== Problem description ==
Go through the records and copy each line where the word "dead" occurs.

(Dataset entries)
=== Section Start ===

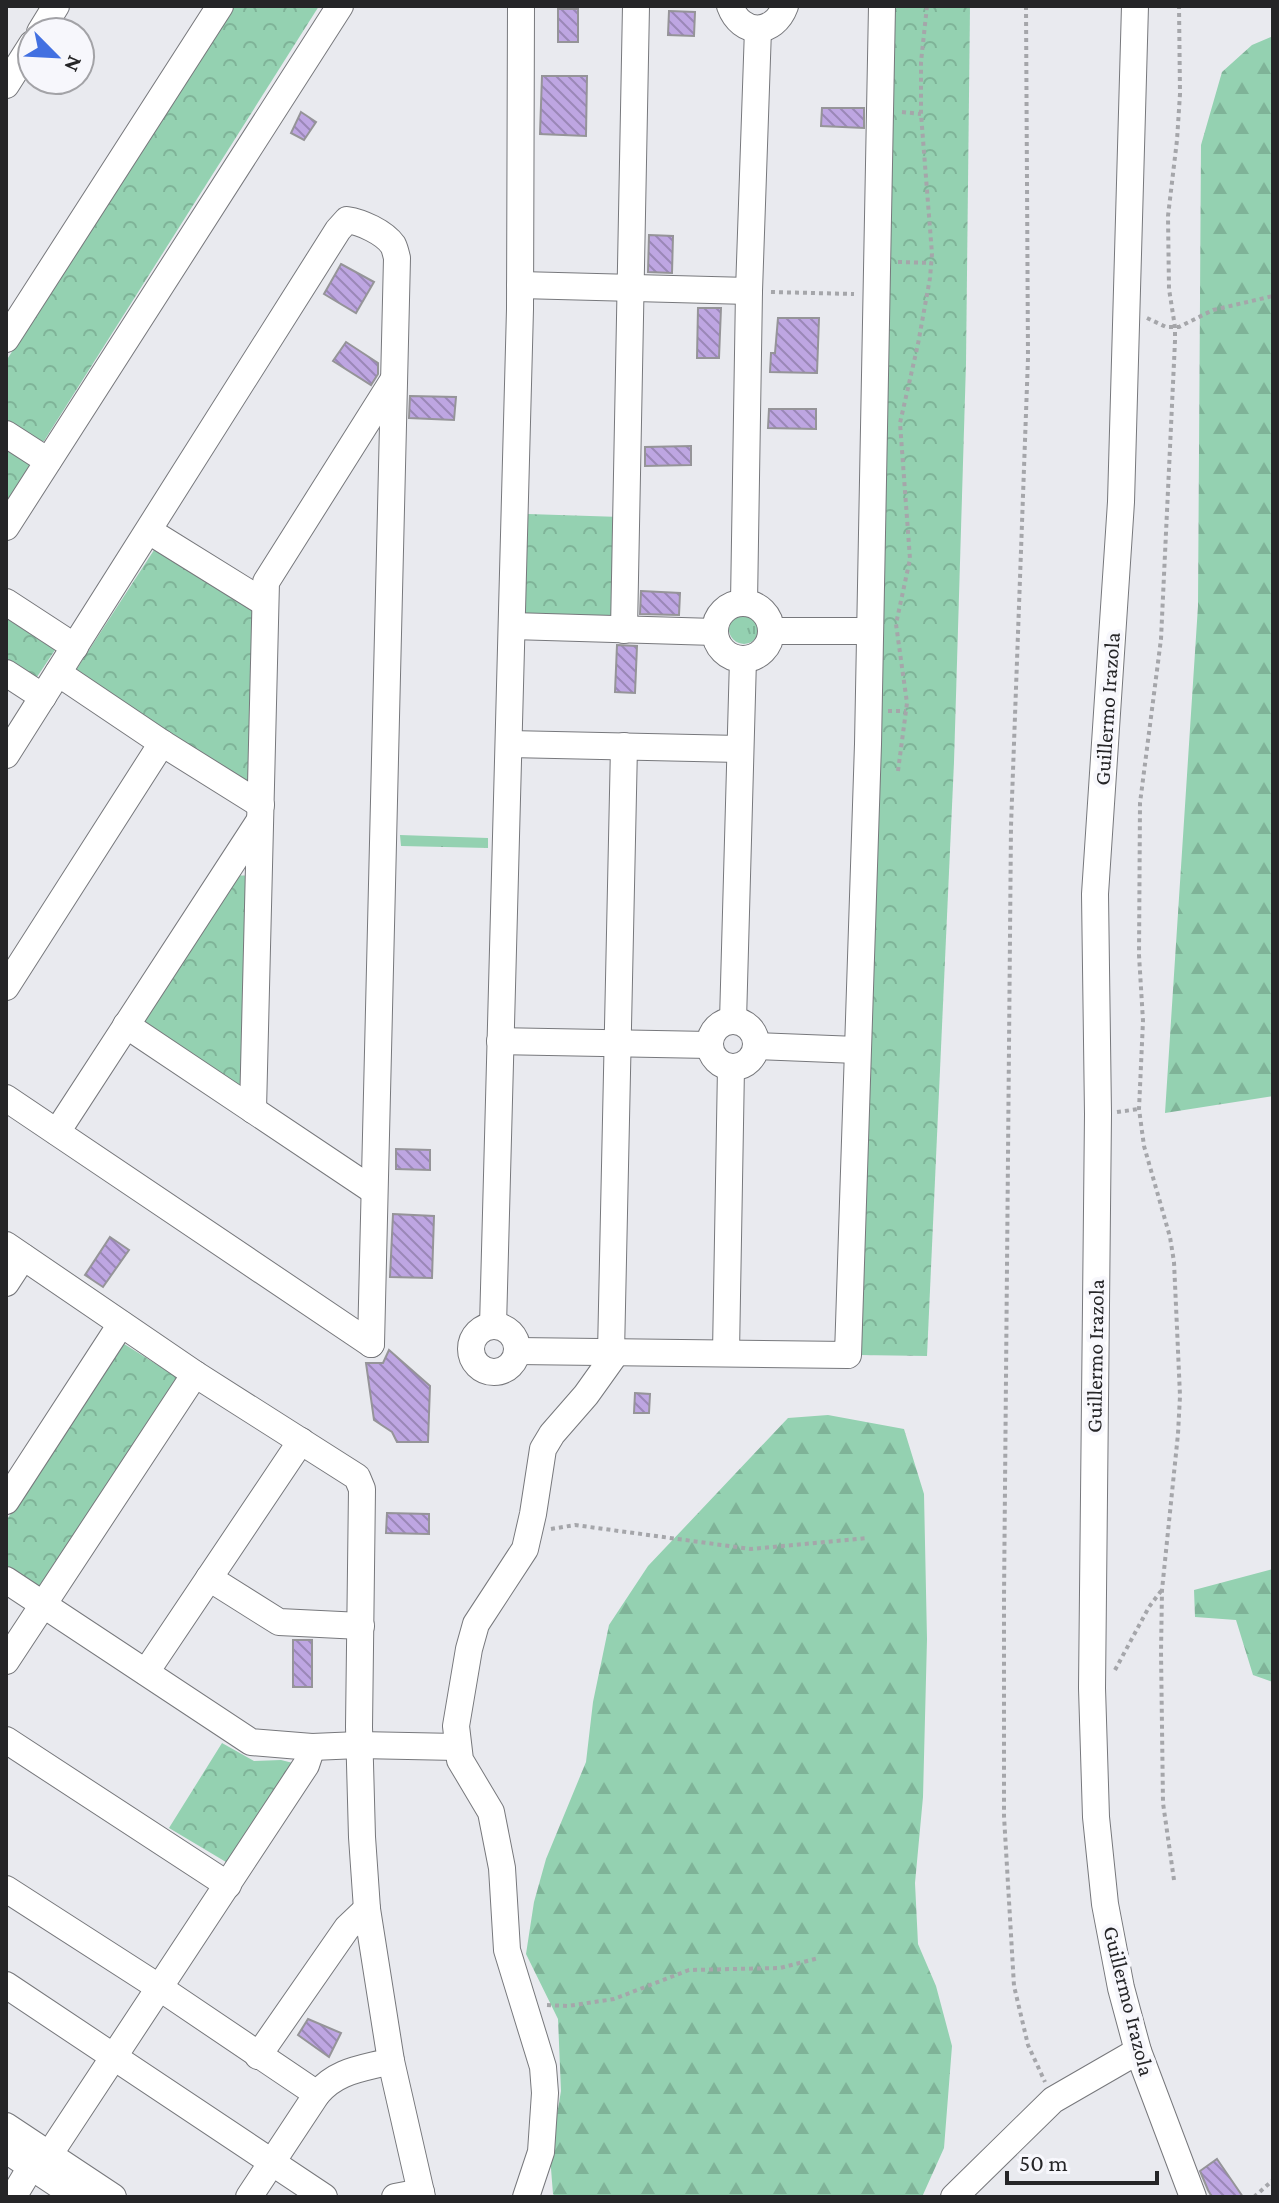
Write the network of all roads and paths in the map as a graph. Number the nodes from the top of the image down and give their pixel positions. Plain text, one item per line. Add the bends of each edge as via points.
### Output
1 (220, 6) edge
2 (340, 6) edge
3 (521, 6) edge
4 (636, 6) edge
5 (730, 6) edge
6 (785, 6) edge
7 (873, 6) edge
8 (882, 6) edge
9 (927, 6) edge
10 (1026, 6) edge
11 (1135, 6) edge
12 (1179, 6) edge
13 (758, 29) junction
14 (892, 111) dead end
15 (921, 114) junction
16 (888, 262) dead end
17 (931, 263) junction
18 (520, 285) junction
19 (632, 288) junction
20 (749, 291) junction
21 (876, 295) junction
22 (1273, 296) edge
23 (1127, 305) junction
24 (1175, 327) junction
25 (6, 339) edge
26 (394, 378) junction
27 (6, 434) edge
28 (48, 461) junction
29 (6, 527) edge
30 (149, 531) junction
31 (6, 602) edge
32 (265, 603) junction
33 (744, 603) junction
34 (512, 626) junction
35 (624, 630) junction
36 (771, 631) junction
37 (869, 631) junction
38 (715, 632) junction
39 (75, 647) junction
40 (743, 659) junction
41 (6, 673) edge
42 (58, 673) junction
43 (43, 697) junction
44 (162, 743) junction
45 (509, 744) junction
46 (624, 746) junction
47 (740, 749) junction
48 (6, 755) edge
49 (898, 771) dead end
50 (260, 812) junction
51 (6, 987) edge
52 (733, 1021) junction
53 (126, 1025) junction
54 (500, 1041) junction
55 (617, 1043) junction
56 (710, 1045) junction
57 (756, 1046) junction
58 (857, 1050) junction
59 (731, 1067) junction
60 (6, 1098) edge
61 (253, 1110) junction
62 (57, 1132) junction
63 (374, 1191) junction
64 (15, 1251) edge
65 (6, 1283) edge
66 (121, 1324) junction
67 (493, 1326) junction
68 (517, 1351) junction
69 (614, 1353) junction
70 (726, 1353) junction
71 (195, 1374) junction
72 (301, 1441) junction
73 (6, 1501) edge
74 (529, 1533) junction
75 (868, 1538) dead end
76 (209, 1578) junction
77 (6, 1580) edge
78 (1162, 1590) junction
79 (43, 1604) junction
80 (361, 1626) junction
81 (6, 1661) edge
82 (146, 1672) junction
83 (1111, 1677) dead end
84 (6, 1740) edge
85 (359, 1745) junction
86 (312, 1747) junction
87 (457, 1747) junction
88 (1174, 1880) dead end
89 (228, 1885) junction
90 (6, 1889) edge
91 (367, 1909) junction
92 (819, 1958) dead end
93 (6, 1985) edge
94 (160, 1988) junction
95 (524, 2005) junction
96 (1138, 2051) junction
97 (258, 2056) junction
98 (115, 2058) junction
99 (391, 2061) junction
100 (317, 2094) junction
101 (1053, 2100) junction
102 (6, 2126) edge
103 (6, 2150) edge
104 (40, 2161) junction
105 (272, 2163) junction
106 (1273, 2180) edge
107 (413, 2195) edge
108 (528, 2196) edge
109 (13, 2197) edge
110 (77, 2197) edge
111 (113, 2197) edge
112 (249, 2197) edge
113 (324, 2197) edge
114 (954, 2197) edge
115 (1193, 2197) edge
116 (1254, 2197) edge

1 - 25 street
2 - 28 street
3 - 18 street
4 - 19 street
5 - 13 street via 740,23
6 - 13 street via 776,22
7 - 8 street
8 - 21 street
9 - 15 path
10 - 101 path via 1028,358 1011,826 1004,1800 1014,1986 1028,2045
11 - 23 street, Guillermo Irazola
12 - 24 path via 1180,94 1168,216
13 - 20 street
14 - 15 path
15 - 17 path
16 - 17 path
17 - 49 path via 900,423 910,559 896,624 907,703
18 - 19 street
18 - 34 street
19 - 20 street
19 - 35 street
20 - 21 path
20 - 33 street
21 - 37 street
22 - 24 path via 1213,310
23 - 24 path
23 - 96 street, Guillermo Irazola via 1121,502 1095,894 1092,1688 1105,1904
24 - 78 path via 1161,639 1140,803 1139,1109 1172,1249 1180,1396
26 - 30 street via 397,258 382,235 347,220
26 - 32 street via 266,582
26 - 63 street
27 - 28 street
28 - 29 street
30 - 32 street
30 - 39 street
31 - 39 street
32 - 50 street
33 - 36 street via 764,612
33 - 38 street via 723,611
34 - 35 street
34 - 45 street
35 - 38 street
36 - 37 street
36 - 40 street via 761,652
37 - 58 street
38 - 40 street via 725,654
39 - 42 street
40 - 47 street
41 - 43 street
42 - 43 street
42 - 44 street
43 - 48 street
44 - 50 street
44 - 51 street
45 - 46 street
45 - 54 street
46 - 47 street
46 - 55 street
47 - 52 street
50 - 53 street
50 - 61 street
52 - 56 street via 717,1027
52 - 57 street via 750,1028
53 - 61 street
53 - 62 street
54 - 55 street
54 - 67 street
55 - 56 street
55 - 69 street
56 - 59 street via 713,1057
57 - 58 street
57 - 59 street via 749,1061
58 - 70 street via 848,1355
59 - 70 street
60 - 62 street
61 - 63 street
62 - 63 street via 371,1344
64 - 65 street
64 - 66 street
66 - 71 street
66 - 73 street
67 - 68 street via 512,1335
67 - 68 street via 480,1331 472,1345 479,1366 501,1371
68 - 69 street
69 - 70 street
69 - 74 street via 543,1449
71 - 72 street
71 - 79 street
72 - 76 street
72 - 80 street via 357,1477 362,1489
74 - 75 path via 575,1525 751,1549
74 - 87 street via 525,1549 476,1624 456,1726
76 - 80 street via 279,1622
76 - 82 street
77 - 79 street
78 - 83 path
78 - 88 path via 1163,1803
79 - 81 street
79 - 82 street
80 - 85 street
82 - 86 street via 251,1742
84 - 89 street
85 - 86 street
85 - 87 street
85 - 91 street
86 - 89 street via 306,1765
87 - 95 street via 491,1812 502,1868 507,1950
89 - 94 street
90 - 94 street
91 - 97 street via 347,1928
91 - 99 street
92 - 95 path via 780,1968 689,1970 614,1999
93 - 98 street
94 - 97 street
94 - 98 street
95 - 108 street via 543,2067 545,2093 541,2152
96 - 101 street
96 - 115 street, Guillermo Irazola
97 - 100 street
98 - 104 street
98 - 105 street
99 - 100 street via 339,2074
99 - 107 street
100 - 105 street
101 - 114 street
102 - 104 street
103 - 104 street
104 - 109 street
104 - 110 street
104 - 111 street
105 - 112 street
105 - 113 street
106 - 116 path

=== Section End ===

== Solution for this problem ==
14 (892, 111) dead end
16 (888, 262) dead end
49 (898, 771) dead end
75 (868, 1538) dead end
83 (1111, 1677) dead end
88 (1174, 1880) dead end
92 (819, 1958) dead end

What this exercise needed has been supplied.